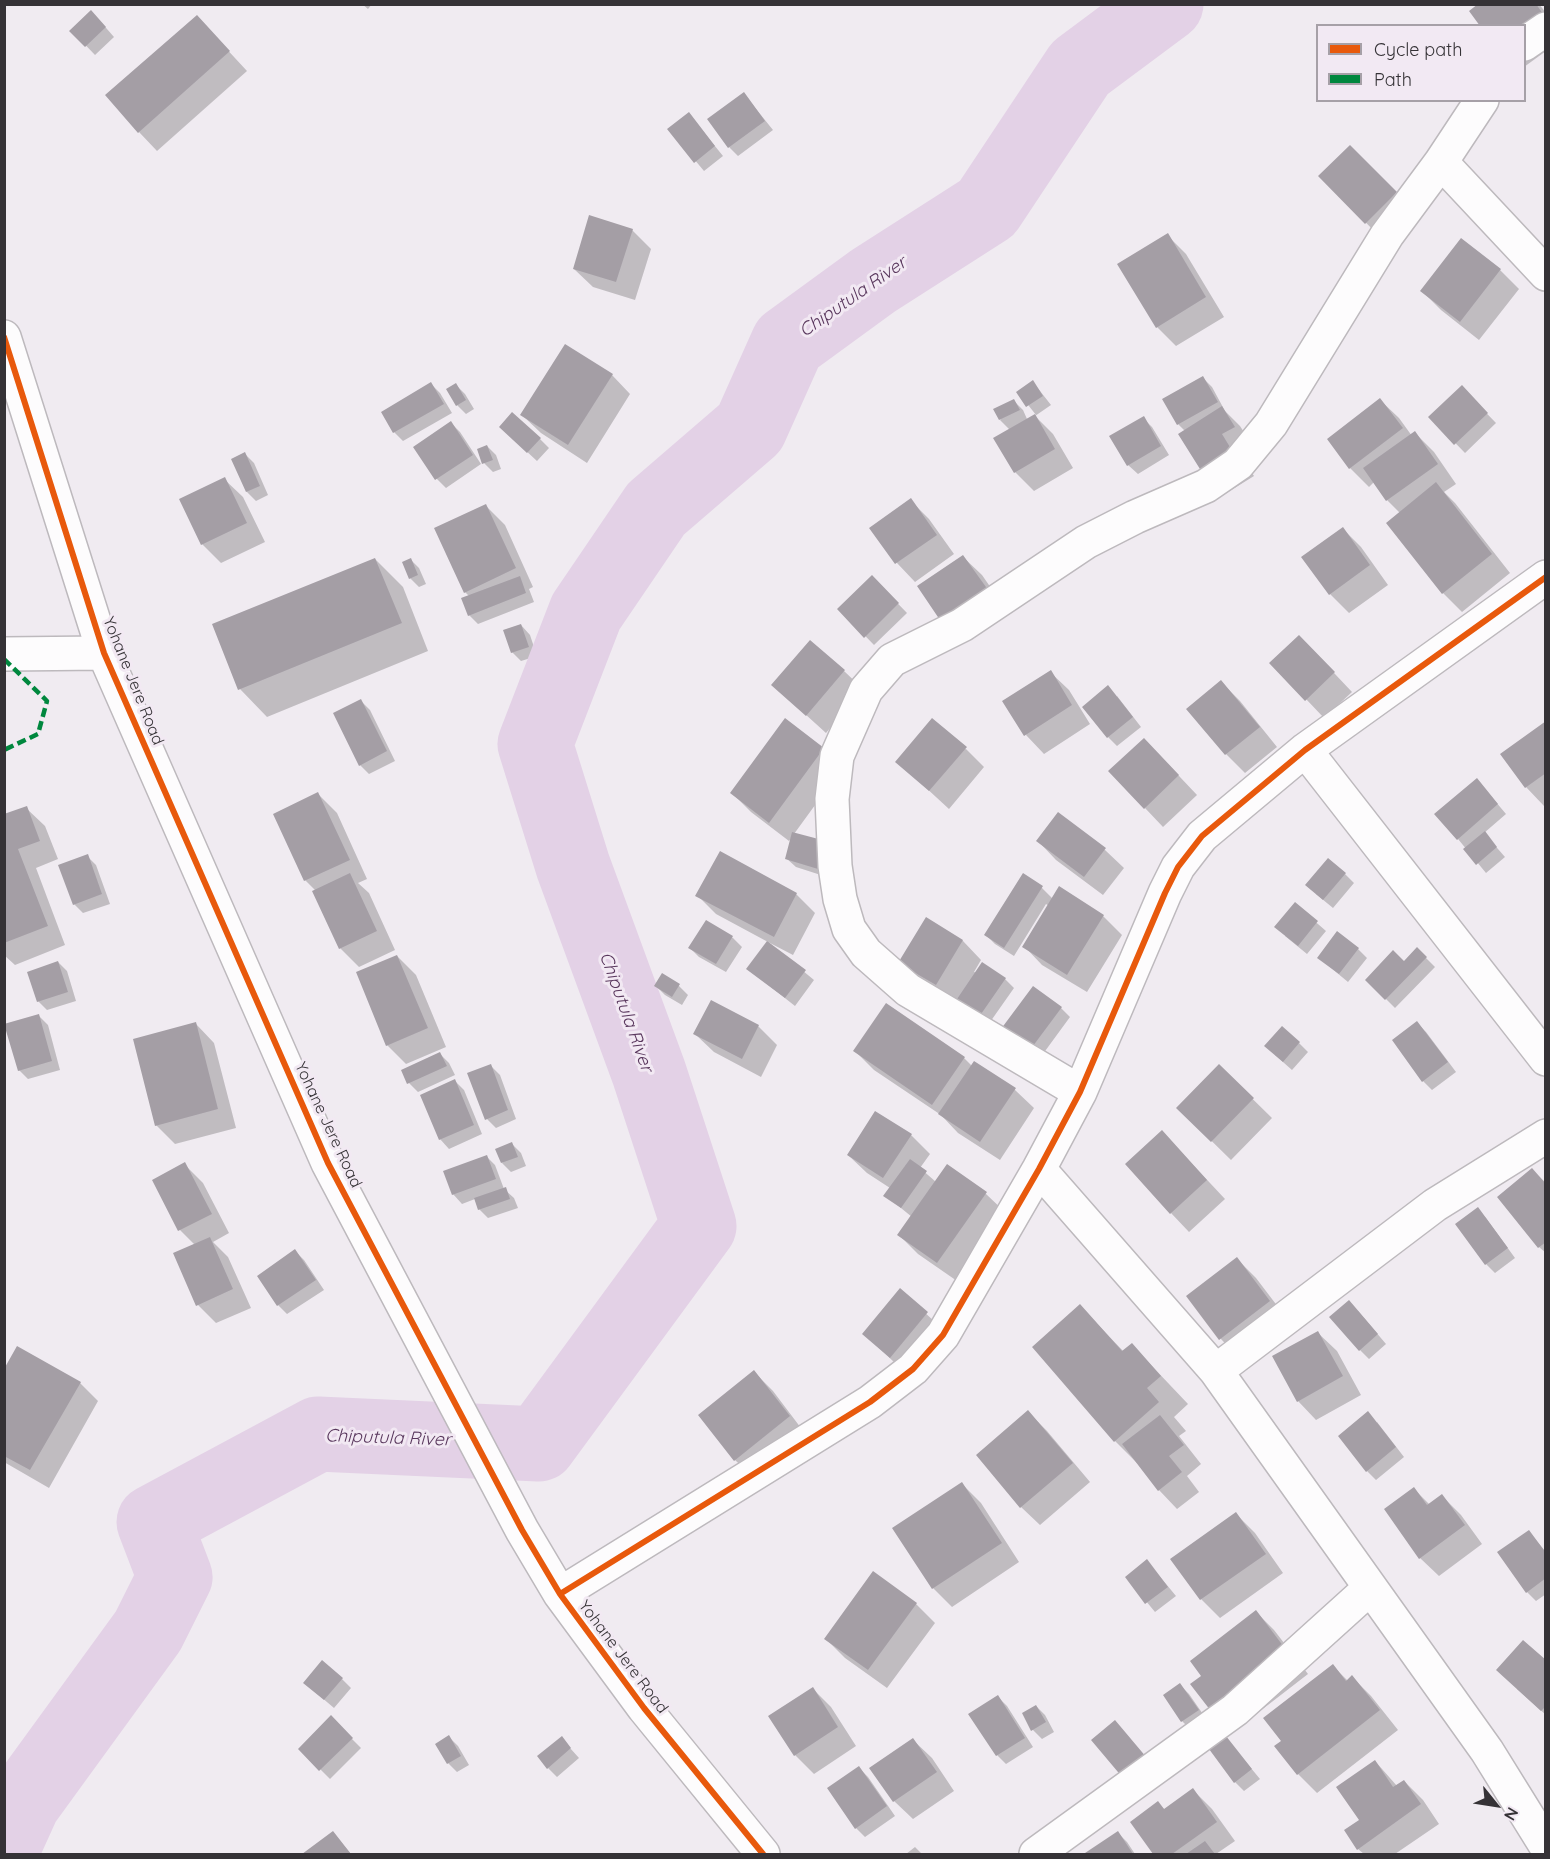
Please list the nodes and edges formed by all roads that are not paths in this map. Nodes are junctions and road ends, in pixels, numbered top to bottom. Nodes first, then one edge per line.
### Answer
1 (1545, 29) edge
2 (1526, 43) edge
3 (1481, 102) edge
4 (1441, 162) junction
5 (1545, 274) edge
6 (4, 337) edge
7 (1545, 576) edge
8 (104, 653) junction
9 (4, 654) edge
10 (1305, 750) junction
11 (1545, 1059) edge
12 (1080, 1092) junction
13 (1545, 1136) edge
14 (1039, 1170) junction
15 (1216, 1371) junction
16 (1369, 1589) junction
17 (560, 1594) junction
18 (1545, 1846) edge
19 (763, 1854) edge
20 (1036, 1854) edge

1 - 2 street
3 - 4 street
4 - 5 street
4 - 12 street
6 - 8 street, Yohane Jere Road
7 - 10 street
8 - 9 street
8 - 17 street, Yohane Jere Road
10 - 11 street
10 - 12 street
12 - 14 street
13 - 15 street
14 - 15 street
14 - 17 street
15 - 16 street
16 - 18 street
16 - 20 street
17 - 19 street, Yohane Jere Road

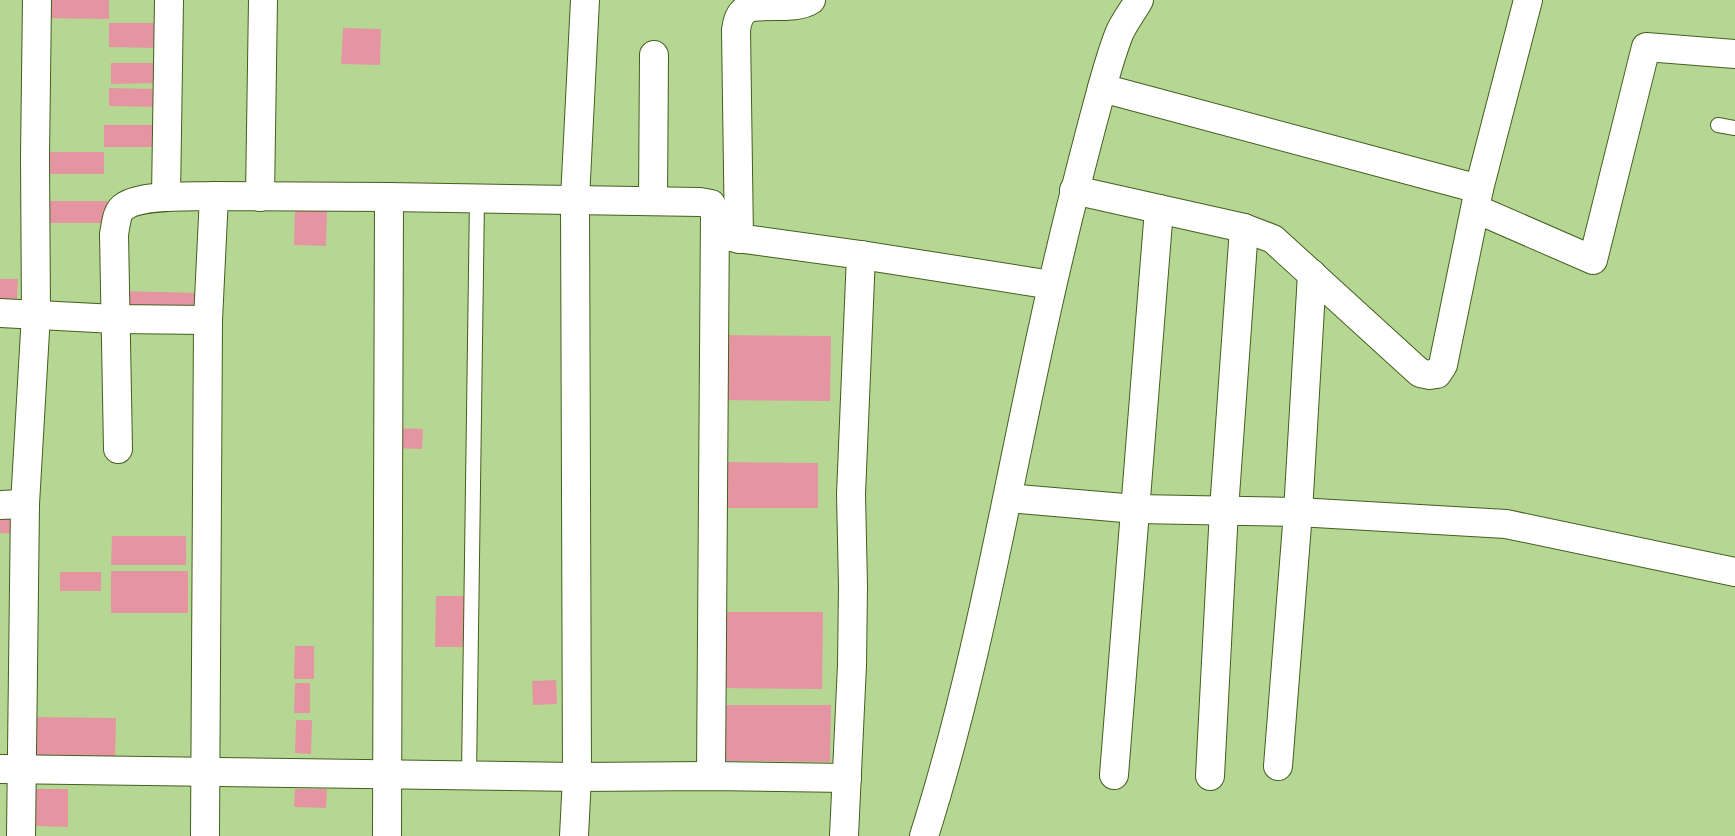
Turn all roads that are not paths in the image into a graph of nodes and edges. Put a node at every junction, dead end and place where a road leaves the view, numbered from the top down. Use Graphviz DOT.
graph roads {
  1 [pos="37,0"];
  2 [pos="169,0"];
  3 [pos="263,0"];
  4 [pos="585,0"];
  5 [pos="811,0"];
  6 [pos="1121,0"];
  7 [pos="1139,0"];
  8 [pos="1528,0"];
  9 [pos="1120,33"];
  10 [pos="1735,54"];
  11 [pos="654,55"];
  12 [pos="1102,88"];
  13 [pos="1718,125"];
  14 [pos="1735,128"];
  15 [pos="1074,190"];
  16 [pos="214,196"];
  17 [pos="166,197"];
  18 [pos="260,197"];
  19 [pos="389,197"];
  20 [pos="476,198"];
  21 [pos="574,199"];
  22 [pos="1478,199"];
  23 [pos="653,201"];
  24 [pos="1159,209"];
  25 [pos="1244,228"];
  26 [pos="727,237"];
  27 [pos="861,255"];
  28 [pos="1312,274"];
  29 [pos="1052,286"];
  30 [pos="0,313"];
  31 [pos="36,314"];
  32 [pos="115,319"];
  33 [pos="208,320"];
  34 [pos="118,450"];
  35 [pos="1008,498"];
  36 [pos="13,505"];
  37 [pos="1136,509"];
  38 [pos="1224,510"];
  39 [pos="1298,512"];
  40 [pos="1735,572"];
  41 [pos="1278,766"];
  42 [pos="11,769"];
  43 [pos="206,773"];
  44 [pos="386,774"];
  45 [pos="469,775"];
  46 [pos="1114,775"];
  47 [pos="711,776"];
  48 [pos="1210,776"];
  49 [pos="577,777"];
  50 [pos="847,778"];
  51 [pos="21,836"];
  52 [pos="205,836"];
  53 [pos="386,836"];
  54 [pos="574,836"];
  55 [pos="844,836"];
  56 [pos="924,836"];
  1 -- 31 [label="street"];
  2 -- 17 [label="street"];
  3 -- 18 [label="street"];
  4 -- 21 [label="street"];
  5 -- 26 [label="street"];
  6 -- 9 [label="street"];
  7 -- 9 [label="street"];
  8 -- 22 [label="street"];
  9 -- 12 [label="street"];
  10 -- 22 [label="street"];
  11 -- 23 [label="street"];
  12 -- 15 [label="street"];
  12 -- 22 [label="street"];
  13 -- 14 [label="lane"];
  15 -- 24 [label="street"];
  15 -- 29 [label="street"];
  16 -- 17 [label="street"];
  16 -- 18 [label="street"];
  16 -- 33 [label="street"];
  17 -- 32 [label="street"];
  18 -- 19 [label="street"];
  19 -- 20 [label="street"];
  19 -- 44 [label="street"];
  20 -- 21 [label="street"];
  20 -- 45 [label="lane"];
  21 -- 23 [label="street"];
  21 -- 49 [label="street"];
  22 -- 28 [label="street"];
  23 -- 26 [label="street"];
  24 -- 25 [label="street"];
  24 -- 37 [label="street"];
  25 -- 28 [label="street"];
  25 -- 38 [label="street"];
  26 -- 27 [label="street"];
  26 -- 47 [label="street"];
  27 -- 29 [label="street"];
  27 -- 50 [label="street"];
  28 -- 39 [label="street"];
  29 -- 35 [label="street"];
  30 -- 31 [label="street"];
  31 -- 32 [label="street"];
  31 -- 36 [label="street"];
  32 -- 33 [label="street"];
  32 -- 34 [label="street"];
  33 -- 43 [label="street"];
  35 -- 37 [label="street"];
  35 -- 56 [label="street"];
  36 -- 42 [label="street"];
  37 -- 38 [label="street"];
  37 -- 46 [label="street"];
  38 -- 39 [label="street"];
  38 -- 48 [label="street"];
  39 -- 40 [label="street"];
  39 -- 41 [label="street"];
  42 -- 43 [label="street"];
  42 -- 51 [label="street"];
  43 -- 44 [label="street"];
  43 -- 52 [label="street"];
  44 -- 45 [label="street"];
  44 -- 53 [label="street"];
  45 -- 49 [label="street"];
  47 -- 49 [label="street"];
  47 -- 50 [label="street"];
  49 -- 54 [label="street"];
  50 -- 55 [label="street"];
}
○ ○ ○ ○ ○
> [WHAT YOU NEED TO DO]: All the data above is to be transcribed exactly, with no pictures included.

> [ANSWER SECTION]:
Please list the nodes and edges formed by all roads that are not paths in this map. Nodes are junctions and road ends, in pixels, numbered top to bottom. Nodes first, then one edge per line.
### Answer
1 (1545, 29) edge
2 (1526, 43) edge
3 (1481, 102) edge
4 (1441, 162) junction
5 (1545, 274) edge
6 (4, 337) edge
7 (1545, 576) edge
8 (104, 653) junction
9 (4, 654) edge
10 (1305, 750) junction
11 (1545, 1059) edge
12 (1080, 1092) junction
13 (1545, 1136) edge
14 (1039, 1170) junction
15 (1216, 1371) junction
16 (1369, 1589) junction
17 (560, 1594) junction
18 (1545, 1846) edge
19 (763, 1854) edge
20 (1036, 1854) edge

1 - 2 street
3 - 4 street
4 - 5 street
4 - 12 street
6 - 8 street, Yohane Jere Road
7 - 10 street
8 - 9 street
8 - 17 street, Yohane Jere Road
10 - 11 street
10 - 12 street
12 - 14 street
13 - 15 street
14 - 15 street
14 - 17 street
15 - 16 street
16 - 18 street
16 - 20 street
17 - 19 street, Yohane Jere Road

Turn all roads that are not paths in the image into a graph of nodes and edges. Put a node at every junction, dead end and place where a road leaves the view, numbered from the top down. Use Graphviz DOT.
graph roads {
  1 [pos="37,0"];
  2 [pos="169,0"];
  3 [pos="263,0"];
  4 [pos="585,0"];
  5 [pos="811,0"];
  6 [pos="1121,0"];
  7 [pos="1139,0"];
  8 [pos="1528,0"];
  9 [pos="1120,33"];
  10 [pos="1735,54"];
  11 [pos="654,55"];
  12 [pos="1102,88"];
  13 [pos="1718,125"];
  14 [pos="1735,128"];
  15 [pos="1074,190"];
  16 [pos="214,196"];
  17 [pos="166,197"];
  18 [pos="260,197"];
  19 [pos="389,197"];
  20 [pos="476,198"];
  21 [pos="574,199"];
  22 [pos="1478,199"];
  23 [pos="653,201"];
  24 [pos="1159,209"];
  25 [pos="1244,228"];
  26 [pos="727,237"];
  27 [pos="861,255"];
  28 [pos="1312,274"];
  29 [pos="1052,286"];
  30 [pos="0,313"];
  31 [pos="36,314"];
  32 [pos="115,319"];
  33 [pos="208,320"];
  34 [pos="118,450"];
  35 [pos="1008,498"];
  36 [pos="13,505"];
  37 [pos="1136,509"];
  38 [pos="1224,510"];
  39 [pos="1298,512"];
  40 [pos="1735,572"];
  41 [pos="1278,766"];
  42 [pos="11,769"];
  43 [pos="206,773"];
  44 [pos="386,774"];
  45 [pos="469,775"];
  46 [pos="1114,775"];
  47 [pos="711,776"];
  48 [pos="1210,776"];
  49 [pos="577,777"];
  50 [pos="847,778"];
  51 [pos="21,836"];
  52 [pos="205,836"];
  53 [pos="386,836"];
  54 [pos="574,836"];
  55 [pos="844,836"];
  56 [pos="924,836"];
  1 -- 31 [label="street"];
  2 -- 17 [label="street"];
  3 -- 18 [label="street"];
  4 -- 21 [label="street"];
  5 -- 26 [label="street"];
  6 -- 9 [label="street"];
  7 -- 9 [label="street"];
  8 -- 22 [label="street"];
  9 -- 12 [label="street"];
  10 -- 22 [label="street"];
  11 -- 23 [label="street"];
  12 -- 15 [label="street"];
  12 -- 22 [label="street"];
  13 -- 14 [label="lane"];
  15 -- 24 [label="street"];
  15 -- 29 [label="street"];
  16 -- 17 [label="street"];
  16 -- 18 [label="street"];
  16 -- 33 [label="street"];
  17 -- 32 [label="street"];
  18 -- 19 [label="street"];
  19 -- 20 [label="street"];
  19 -- 44 [label="street"];
  20 -- 21 [label="street"];
  20 -- 45 [label="lane"];
  21 -- 23 [label="street"];
  21 -- 49 [label="street"];
  22 -- 28 [label="street"];
  23 -- 26 [label="street"];
  24 -- 25 [label="street"];
  24 -- 37 [label="street"];
  25 -- 28 [label="street"];
  25 -- 38 [label="street"];
  26 -- 27 [label="street"];
  26 -- 47 [label="street"];
  27 -- 29 [label="street"];
  27 -- 50 [label="street"];
  28 -- 39 [label="street"];
  29 -- 35 [label="street"];
  30 -- 31 [label="street"];
  31 -- 32 [label="street"];
  31 -- 36 [label="street"];
  32 -- 33 [label="street"];
  32 -- 34 [label="street"];
  33 -- 43 [label="street"];
  35 -- 37 [label="street"];
  35 -- 56 [label="street"];
  36 -- 42 [label="street"];
  37 -- 38 [label="street"];
  37 -- 46 [label="street"];
  38 -- 39 [label="street"];
  38 -- 48 [label="street"];
  39 -- 40 [label="street"];
  39 -- 41 [label="street"];
  42 -- 43 [label="street"];
  42 -- 51 [label="street"];
  43 -- 44 [label="street"];
  43 -- 52 [label="street"];
  44 -- 45 [label="street"];
  44 -- 53 [label="street"];
  45 -- 49 [label="street"];
  47 -- 49 [label="street"];
  47 -- 50 [label="street"];
  49 -- 54 [label="street"];
  50 -- 55 [label="street"];
}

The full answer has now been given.